Stored items:
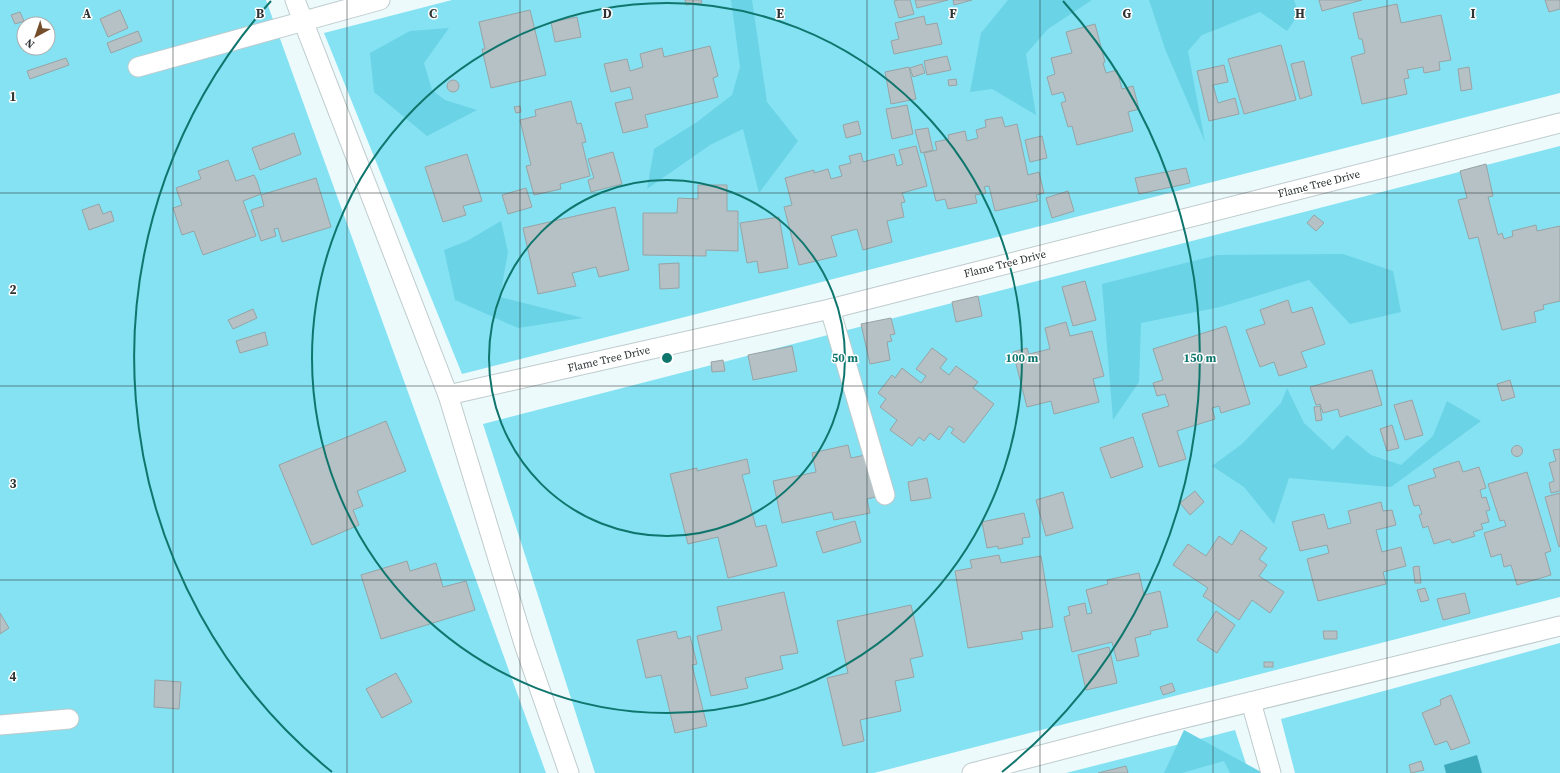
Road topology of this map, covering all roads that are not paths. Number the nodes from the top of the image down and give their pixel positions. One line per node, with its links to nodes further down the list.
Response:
1 (294, 0): 3 (street)
2 (380, 0): 3 (street)
3 (302, 20): 4 (street); 7 (street)
4 (138, 67)
5 (1560, 123): 6 (street, Flame Tree Drive)
6 (830, 309): 7 (street, Flame Tree Drive); 8 (street)
7 (448, 395): 13 (street)
8 (885, 495)
9 (1560, 626): 10 (street)
10 (1251, 702): 14 (street); 15 (street)
11 (69, 719): 12 (street)
12 (0, 726)
13 (569, 773)
14 (972, 773)
15 (1271, 773)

(What is being asked): When you retype the data above, match every line exactly and leave the pictures behind.

(Solution):
Road topology of this map, covering all roads that are not paths. Number the nodes from the top of the image down and give their pixel positions. One line per node, with its links to nodes further down the list.
Response:
1 (294, 0): 3 (street)
2 (380, 0): 3 (street)
3 (302, 20): 4 (street); 7 (street)
4 (138, 67)
5 (1560, 123): 6 (street, Flame Tree Drive)
6 (830, 309): 7 (street, Flame Tree Drive); 8 (street)
7 (448, 395): 13 (street)
8 (885, 495)
9 (1560, 626): 10 (street)
10 (1251, 702): 14 (street); 15 (street)
11 (69, 719): 12 (street)
12 (0, 726)
13 (569, 773)
14 (972, 773)
15 (1271, 773)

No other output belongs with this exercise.